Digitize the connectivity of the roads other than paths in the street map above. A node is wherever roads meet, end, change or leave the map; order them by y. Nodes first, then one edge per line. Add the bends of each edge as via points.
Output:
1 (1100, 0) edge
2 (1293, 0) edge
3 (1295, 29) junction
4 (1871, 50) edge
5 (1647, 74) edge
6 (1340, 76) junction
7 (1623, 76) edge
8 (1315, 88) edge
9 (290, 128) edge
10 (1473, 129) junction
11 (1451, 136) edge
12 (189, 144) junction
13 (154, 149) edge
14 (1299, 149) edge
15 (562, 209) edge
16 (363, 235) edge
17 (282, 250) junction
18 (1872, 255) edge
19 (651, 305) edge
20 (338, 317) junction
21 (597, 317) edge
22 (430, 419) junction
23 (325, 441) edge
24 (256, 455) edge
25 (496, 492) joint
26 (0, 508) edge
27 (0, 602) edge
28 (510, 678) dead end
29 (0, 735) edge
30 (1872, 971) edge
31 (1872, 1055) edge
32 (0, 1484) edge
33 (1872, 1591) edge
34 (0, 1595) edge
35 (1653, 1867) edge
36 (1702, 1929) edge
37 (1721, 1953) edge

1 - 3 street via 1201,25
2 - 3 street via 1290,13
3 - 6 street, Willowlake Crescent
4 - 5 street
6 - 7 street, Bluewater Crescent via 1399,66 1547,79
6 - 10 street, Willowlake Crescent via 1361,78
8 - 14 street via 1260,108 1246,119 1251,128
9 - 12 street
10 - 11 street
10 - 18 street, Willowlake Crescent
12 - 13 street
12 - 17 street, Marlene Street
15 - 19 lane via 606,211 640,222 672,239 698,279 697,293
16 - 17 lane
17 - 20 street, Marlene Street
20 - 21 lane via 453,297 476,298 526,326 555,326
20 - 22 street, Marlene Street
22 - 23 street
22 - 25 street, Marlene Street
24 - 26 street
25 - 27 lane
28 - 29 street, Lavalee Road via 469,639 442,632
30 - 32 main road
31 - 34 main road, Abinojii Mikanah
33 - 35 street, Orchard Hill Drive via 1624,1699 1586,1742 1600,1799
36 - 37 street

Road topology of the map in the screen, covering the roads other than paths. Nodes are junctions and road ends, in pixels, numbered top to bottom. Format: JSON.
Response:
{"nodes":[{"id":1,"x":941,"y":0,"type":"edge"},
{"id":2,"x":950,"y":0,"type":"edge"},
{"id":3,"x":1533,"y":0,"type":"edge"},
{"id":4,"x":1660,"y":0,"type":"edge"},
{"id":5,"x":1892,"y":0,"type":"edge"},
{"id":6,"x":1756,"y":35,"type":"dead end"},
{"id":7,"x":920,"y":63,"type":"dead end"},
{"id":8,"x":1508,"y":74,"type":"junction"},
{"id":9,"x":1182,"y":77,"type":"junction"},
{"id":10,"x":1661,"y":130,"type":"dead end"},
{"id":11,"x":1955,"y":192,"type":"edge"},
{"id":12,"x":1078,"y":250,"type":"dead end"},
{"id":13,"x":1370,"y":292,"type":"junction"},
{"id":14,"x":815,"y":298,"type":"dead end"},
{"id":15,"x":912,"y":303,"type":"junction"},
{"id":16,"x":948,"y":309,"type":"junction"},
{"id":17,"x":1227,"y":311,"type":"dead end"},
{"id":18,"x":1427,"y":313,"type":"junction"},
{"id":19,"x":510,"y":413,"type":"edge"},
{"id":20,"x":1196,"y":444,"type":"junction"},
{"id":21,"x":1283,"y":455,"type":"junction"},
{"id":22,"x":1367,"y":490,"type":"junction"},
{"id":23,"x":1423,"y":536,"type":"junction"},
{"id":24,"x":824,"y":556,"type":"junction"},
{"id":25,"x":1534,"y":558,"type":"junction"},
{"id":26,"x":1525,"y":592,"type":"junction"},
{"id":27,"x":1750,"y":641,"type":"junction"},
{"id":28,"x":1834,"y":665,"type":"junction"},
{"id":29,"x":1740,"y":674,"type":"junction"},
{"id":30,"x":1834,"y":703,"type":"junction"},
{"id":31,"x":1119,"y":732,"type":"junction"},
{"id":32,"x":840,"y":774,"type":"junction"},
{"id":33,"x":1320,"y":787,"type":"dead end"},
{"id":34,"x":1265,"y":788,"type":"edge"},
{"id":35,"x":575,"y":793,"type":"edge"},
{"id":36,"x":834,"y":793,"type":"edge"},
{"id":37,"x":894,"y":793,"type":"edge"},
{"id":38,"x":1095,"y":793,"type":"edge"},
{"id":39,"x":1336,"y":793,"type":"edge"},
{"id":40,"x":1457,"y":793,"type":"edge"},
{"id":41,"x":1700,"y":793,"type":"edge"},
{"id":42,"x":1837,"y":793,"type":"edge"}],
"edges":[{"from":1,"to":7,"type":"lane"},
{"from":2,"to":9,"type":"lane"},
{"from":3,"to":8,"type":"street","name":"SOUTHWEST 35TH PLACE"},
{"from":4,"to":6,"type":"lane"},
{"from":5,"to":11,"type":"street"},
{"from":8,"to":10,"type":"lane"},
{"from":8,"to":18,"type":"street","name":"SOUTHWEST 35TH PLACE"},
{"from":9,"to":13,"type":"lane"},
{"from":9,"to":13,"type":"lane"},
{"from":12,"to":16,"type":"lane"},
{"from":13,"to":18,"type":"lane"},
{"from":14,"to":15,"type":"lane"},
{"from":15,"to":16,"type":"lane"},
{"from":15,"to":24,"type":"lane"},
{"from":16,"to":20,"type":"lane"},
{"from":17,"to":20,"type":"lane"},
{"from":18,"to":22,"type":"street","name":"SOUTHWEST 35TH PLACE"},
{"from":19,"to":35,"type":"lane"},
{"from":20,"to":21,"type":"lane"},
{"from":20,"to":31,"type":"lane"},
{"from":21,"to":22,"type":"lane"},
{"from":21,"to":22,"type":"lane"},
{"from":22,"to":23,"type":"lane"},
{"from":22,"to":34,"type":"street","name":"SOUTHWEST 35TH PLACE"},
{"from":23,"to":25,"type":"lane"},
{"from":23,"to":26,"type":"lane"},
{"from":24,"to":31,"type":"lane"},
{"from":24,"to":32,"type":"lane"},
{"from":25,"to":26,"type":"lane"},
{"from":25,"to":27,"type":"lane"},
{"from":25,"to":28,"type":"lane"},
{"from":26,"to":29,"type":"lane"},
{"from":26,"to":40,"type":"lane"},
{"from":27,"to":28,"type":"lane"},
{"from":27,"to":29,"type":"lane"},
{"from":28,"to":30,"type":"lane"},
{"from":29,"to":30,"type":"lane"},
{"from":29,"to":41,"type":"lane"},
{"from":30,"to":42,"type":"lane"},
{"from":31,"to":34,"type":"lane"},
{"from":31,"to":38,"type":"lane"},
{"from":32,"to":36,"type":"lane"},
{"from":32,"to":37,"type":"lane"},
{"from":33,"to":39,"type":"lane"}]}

───

▶ Work order
Recopy all of the records verbatim.

▶ Solution to this exercise
Digitize the connectivity of the roads other than paths in the street map above. A node is wherever roads meet, end, change or leave the map; order them by y. Nodes first, then one edge per line. Add the bends of each edge as via points.
Output:
1 (1100, 0) edge
2 (1293, 0) edge
3 (1295, 29) junction
4 (1871, 50) edge
5 (1647, 74) edge
6 (1340, 76) junction
7 (1623, 76) edge
8 (1315, 88) edge
9 (290, 128) edge
10 (1473, 129) junction
11 (1451, 136) edge
12 (189, 144) junction
13 (154, 149) edge
14 (1299, 149) edge
15 (562, 209) edge
16 (363, 235) edge
17 (282, 250) junction
18 (1872, 255) edge
19 (651, 305) edge
20 (338, 317) junction
21 (597, 317) edge
22 (430, 419) junction
23 (325, 441) edge
24 (256, 455) edge
25 (496, 492) joint
26 (0, 508) edge
27 (0, 602) edge
28 (510, 678) dead end
29 (0, 735) edge
30 (1872, 971) edge
31 (1872, 1055) edge
32 (0, 1484) edge
33 (1872, 1591) edge
34 (0, 1595) edge
35 (1653, 1867) edge
36 (1702, 1929) edge
37 (1721, 1953) edge

1 - 3 street via 1201,25
2 - 3 street via 1290,13
3 - 6 street, Willowlake Crescent
4 - 5 street
6 - 7 street, Bluewater Crescent via 1399,66 1547,79
6 - 10 street, Willowlake Crescent via 1361,78
8 - 14 street via 1260,108 1246,119 1251,128
9 - 12 street
10 - 11 street
10 - 18 street, Willowlake Crescent
12 - 13 street
12 - 17 street, Marlene Street
15 - 19 lane via 606,211 640,222 672,239 698,279 697,293
16 - 17 lane
17 - 20 street, Marlene Street
20 - 21 lane via 453,297 476,298 526,326 555,326
20 - 22 street, Marlene Street
22 - 23 street
22 - 25 street, Marlene Street
24 - 26 street
25 - 27 lane
28 - 29 street, Lavalee Road via 469,639 442,632
30 - 32 main road
31 - 34 main road, Abinojii Mikanah
33 - 35 street, Orchard Hill Drive via 1624,1699 1586,1742 1600,1799
36 - 37 street

Road topology of the map in the screen, covering the roads other than paths. Nodes are junctions and road ends, in pixels, numbered top to bottom. Format: JSON.
Response:
{"nodes":[{"id":1,"x":941,"y":0,"type":"edge"},
{"id":2,"x":950,"y":0,"type":"edge"},
{"id":3,"x":1533,"y":0,"type":"edge"},
{"id":4,"x":1660,"y":0,"type":"edge"},
{"id":5,"x":1892,"y":0,"type":"edge"},
{"id":6,"x":1756,"y":35,"type":"dead end"},
{"id":7,"x":920,"y":63,"type":"dead end"},
{"id":8,"x":1508,"y":74,"type":"junction"},
{"id":9,"x":1182,"y":77,"type":"junction"},
{"id":10,"x":1661,"y":130,"type":"dead end"},
{"id":11,"x":1955,"y":192,"type":"edge"},
{"id":12,"x":1078,"y":250,"type":"dead end"},
{"id":13,"x":1370,"y":292,"type":"junction"},
{"id":14,"x":815,"y":298,"type":"dead end"},
{"id":15,"x":912,"y":303,"type":"junction"},
{"id":16,"x":948,"y":309,"type":"junction"},
{"id":17,"x":1227,"y":311,"type":"dead end"},
{"id":18,"x":1427,"y":313,"type":"junction"},
{"id":19,"x":510,"y":413,"type":"edge"},
{"id":20,"x":1196,"y":444,"type":"junction"},
{"id":21,"x":1283,"y":455,"type":"junction"},
{"id":22,"x":1367,"y":490,"type":"junction"},
{"id":23,"x":1423,"y":536,"type":"junction"},
{"id":24,"x":824,"y":556,"type":"junction"},
{"id":25,"x":1534,"y":558,"type":"junction"},
{"id":26,"x":1525,"y":592,"type":"junction"},
{"id":27,"x":1750,"y":641,"type":"junction"},
{"id":28,"x":1834,"y":665,"type":"junction"},
{"id":29,"x":1740,"y":674,"type":"junction"},
{"id":30,"x":1834,"y":703,"type":"junction"},
{"id":31,"x":1119,"y":732,"type":"junction"},
{"id":32,"x":840,"y":774,"type":"junction"},
{"id":33,"x":1320,"y":787,"type":"dead end"},
{"id":34,"x":1265,"y":788,"type":"edge"},
{"id":35,"x":575,"y":793,"type":"edge"},
{"id":36,"x":834,"y":793,"type":"edge"},
{"id":37,"x":894,"y":793,"type":"edge"},
{"id":38,"x":1095,"y":793,"type":"edge"},
{"id":39,"x":1336,"y":793,"type":"edge"},
{"id":40,"x":1457,"y":793,"type":"edge"},
{"id":41,"x":1700,"y":793,"type":"edge"},
{"id":42,"x":1837,"y":793,"type":"edge"}],
"edges":[{"from":1,"to":7,"type":"lane"},
{"from":2,"to":9,"type":"lane"},
{"from":3,"to":8,"type":"street","name":"SOUTHWEST 35TH PLACE"},
{"from":4,"to":6,"type":"lane"},
{"from":5,"to":11,"type":"street"},
{"from":8,"to":10,"type":"lane"},
{"from":8,"to":18,"type":"street","name":"SOUTHWEST 35TH PLACE"},
{"from":9,"to":13,"type":"lane"},
{"from":9,"to":13,"type":"lane"},
{"from":12,"to":16,"type":"lane"},
{"from":13,"to":18,"type":"lane"},
{"from":14,"to":15,"type":"lane"},
{"from":15,"to":16,"type":"lane"},
{"from":15,"to":24,"type":"lane"},
{"from":16,"to":20,"type":"lane"},
{"from":17,"to":20,"type":"lane"},
{"from":18,"to":22,"type":"street","name":"SOUTHWEST 35TH PLACE"},
{"from":19,"to":35,"type":"lane"},
{"from":20,"to":21,"type":"lane"},
{"from":20,"to":31,"type":"lane"},
{"from":21,"to":22,"type":"lane"},
{"from":21,"to":22,"type":"lane"},
{"from":22,"to":23,"type":"lane"},
{"from":22,"to":34,"type":"street","name":"SOUTHWEST 35TH PLACE"},
{"from":23,"to":25,"type":"lane"},
{"from":23,"to":26,"type":"lane"},
{"from":24,"to":31,"type":"lane"},
{"from":24,"to":32,"type":"lane"},
{"from":25,"to":26,"type":"lane"},
{"from":25,"to":27,"type":"lane"},
{"from":25,"to":28,"type":"lane"},
{"from":26,"to":29,"type":"lane"},
{"from":26,"to":40,"type":"lane"},
{"from":27,"to":28,"type":"lane"},
{"from":27,"to":29,"type":"lane"},
{"from":28,"to":30,"type":"lane"},
{"from":29,"to":30,"type":"lane"},
{"from":29,"to":41,"type":"lane"},
{"from":30,"to":42,"type":"lane"},
{"from":31,"to":34,"type":"lane"},
{"from":31,"to":38,"type":"lane"},
{"from":32,"to":36,"type":"lane"},
{"from":32,"to":37,"type":"lane"},
{"from":33,"to":39,"type":"lane"}]}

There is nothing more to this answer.